◆ Exercise directions ◆
Each line from the start of the data below through the one containing "Extract the road" must be reproduced exactly.
┌────────
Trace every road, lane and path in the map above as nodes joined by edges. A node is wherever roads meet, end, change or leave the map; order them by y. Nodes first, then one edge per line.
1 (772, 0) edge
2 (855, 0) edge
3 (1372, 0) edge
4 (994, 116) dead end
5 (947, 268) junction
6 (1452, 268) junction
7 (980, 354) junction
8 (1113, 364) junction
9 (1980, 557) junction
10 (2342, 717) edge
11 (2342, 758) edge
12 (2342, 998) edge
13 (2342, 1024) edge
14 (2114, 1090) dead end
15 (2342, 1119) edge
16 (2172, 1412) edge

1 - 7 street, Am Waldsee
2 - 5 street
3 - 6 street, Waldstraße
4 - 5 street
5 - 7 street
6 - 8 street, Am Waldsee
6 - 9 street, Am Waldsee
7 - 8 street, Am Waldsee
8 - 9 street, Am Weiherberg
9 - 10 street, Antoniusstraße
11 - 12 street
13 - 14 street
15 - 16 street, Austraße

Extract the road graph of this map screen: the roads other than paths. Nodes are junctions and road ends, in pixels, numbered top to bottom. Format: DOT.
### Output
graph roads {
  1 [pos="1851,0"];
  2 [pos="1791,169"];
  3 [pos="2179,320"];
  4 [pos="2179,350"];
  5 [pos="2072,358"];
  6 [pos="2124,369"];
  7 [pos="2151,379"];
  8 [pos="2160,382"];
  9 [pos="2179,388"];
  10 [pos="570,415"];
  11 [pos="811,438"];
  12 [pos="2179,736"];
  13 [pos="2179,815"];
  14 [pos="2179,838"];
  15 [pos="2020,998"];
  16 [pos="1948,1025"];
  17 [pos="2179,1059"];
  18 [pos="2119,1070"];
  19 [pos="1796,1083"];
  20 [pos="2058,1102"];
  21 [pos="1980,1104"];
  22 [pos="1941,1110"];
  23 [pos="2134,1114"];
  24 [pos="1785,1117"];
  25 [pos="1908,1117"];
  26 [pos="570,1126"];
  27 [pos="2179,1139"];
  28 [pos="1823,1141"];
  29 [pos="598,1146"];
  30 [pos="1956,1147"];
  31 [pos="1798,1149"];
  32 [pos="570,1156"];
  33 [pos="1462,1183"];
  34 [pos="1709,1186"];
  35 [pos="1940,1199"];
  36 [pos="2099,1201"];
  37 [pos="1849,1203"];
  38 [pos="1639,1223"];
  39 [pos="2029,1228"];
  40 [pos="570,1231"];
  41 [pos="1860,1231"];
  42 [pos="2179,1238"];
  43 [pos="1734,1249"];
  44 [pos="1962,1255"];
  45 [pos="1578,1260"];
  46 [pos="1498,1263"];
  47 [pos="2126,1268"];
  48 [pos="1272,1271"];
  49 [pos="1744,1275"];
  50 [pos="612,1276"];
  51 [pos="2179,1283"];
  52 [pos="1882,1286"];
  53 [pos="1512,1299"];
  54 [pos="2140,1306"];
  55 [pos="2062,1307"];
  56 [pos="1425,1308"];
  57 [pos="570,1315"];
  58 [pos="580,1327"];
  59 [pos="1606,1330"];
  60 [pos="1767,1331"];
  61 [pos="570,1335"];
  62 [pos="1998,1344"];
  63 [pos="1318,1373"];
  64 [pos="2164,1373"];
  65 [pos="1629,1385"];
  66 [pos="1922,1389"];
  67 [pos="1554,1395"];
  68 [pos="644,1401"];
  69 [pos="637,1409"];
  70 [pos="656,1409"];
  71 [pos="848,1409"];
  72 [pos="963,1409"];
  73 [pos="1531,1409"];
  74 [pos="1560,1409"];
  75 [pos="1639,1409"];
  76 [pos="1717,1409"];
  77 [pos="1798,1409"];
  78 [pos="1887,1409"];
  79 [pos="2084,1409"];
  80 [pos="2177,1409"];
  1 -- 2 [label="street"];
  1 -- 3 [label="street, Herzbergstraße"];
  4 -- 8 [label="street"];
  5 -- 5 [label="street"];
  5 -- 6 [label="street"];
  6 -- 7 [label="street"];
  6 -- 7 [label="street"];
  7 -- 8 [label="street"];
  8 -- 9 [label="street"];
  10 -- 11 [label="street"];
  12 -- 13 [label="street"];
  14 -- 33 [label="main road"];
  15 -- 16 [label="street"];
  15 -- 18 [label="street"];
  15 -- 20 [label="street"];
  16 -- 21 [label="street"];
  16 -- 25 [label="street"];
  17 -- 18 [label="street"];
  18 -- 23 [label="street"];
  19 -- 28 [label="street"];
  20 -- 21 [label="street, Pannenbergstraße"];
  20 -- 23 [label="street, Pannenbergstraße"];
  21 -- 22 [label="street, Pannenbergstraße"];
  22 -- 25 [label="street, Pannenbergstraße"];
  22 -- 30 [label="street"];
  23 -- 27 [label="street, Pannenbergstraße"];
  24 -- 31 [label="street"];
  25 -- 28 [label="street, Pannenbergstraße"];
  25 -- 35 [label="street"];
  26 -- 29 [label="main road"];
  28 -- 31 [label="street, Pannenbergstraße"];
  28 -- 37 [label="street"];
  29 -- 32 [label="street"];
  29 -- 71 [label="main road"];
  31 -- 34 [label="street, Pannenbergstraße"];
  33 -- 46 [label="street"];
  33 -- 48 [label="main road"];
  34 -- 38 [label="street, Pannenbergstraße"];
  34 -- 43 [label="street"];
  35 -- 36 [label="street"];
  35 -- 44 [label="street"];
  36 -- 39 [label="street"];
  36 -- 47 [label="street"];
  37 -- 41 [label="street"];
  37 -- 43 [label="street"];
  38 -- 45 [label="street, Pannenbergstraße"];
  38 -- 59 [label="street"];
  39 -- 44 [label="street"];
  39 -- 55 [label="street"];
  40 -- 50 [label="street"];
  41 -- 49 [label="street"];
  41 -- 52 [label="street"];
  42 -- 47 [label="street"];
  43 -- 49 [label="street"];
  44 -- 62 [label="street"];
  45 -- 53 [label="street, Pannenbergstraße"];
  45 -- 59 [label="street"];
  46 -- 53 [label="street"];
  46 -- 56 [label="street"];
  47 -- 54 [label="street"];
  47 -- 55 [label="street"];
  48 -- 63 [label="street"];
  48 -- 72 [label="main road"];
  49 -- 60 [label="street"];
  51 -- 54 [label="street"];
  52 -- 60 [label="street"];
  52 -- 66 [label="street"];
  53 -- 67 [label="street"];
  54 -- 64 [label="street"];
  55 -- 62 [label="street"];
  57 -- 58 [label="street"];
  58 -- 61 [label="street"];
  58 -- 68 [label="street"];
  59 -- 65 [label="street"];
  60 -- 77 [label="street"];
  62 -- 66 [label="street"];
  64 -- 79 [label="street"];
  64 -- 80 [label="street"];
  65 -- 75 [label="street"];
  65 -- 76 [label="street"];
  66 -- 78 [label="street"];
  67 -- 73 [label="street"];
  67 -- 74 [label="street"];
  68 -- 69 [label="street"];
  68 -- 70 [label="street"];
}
└────────
◆ Solution to this problem ◆
Trace every road, lane and path in the map above as nodes joined by edges. A node is wherever roads meet, end, change or leave the map; order them by y. Nodes first, then one edge per line.
1 (772, 0) edge
2 (855, 0) edge
3 (1372, 0) edge
4 (994, 116) dead end
5 (947, 268) junction
6 (1452, 268) junction
7 (980, 354) junction
8 (1113, 364) junction
9 (1980, 557) junction
10 (2342, 717) edge
11 (2342, 758) edge
12 (2342, 998) edge
13 (2342, 1024) edge
14 (2114, 1090) dead end
15 (2342, 1119) edge
16 (2172, 1412) edge

1 - 7 street, Am Waldsee
2 - 5 street
3 - 6 street, Waldstraße
4 - 5 street
5 - 7 street
6 - 8 street, Am Waldsee
6 - 9 street, Am Waldsee
7 - 8 street, Am Waldsee
8 - 9 street, Am Weiherberg
9 - 10 street, Antoniusstraße
11 - 12 street
13 - 14 street
15 - 16 street, Austraße

Extract the road graph of this map screen: the roads other than paths. Nodes are junctions and road ends, in pixels, numbered top to bottom. Format: DOT.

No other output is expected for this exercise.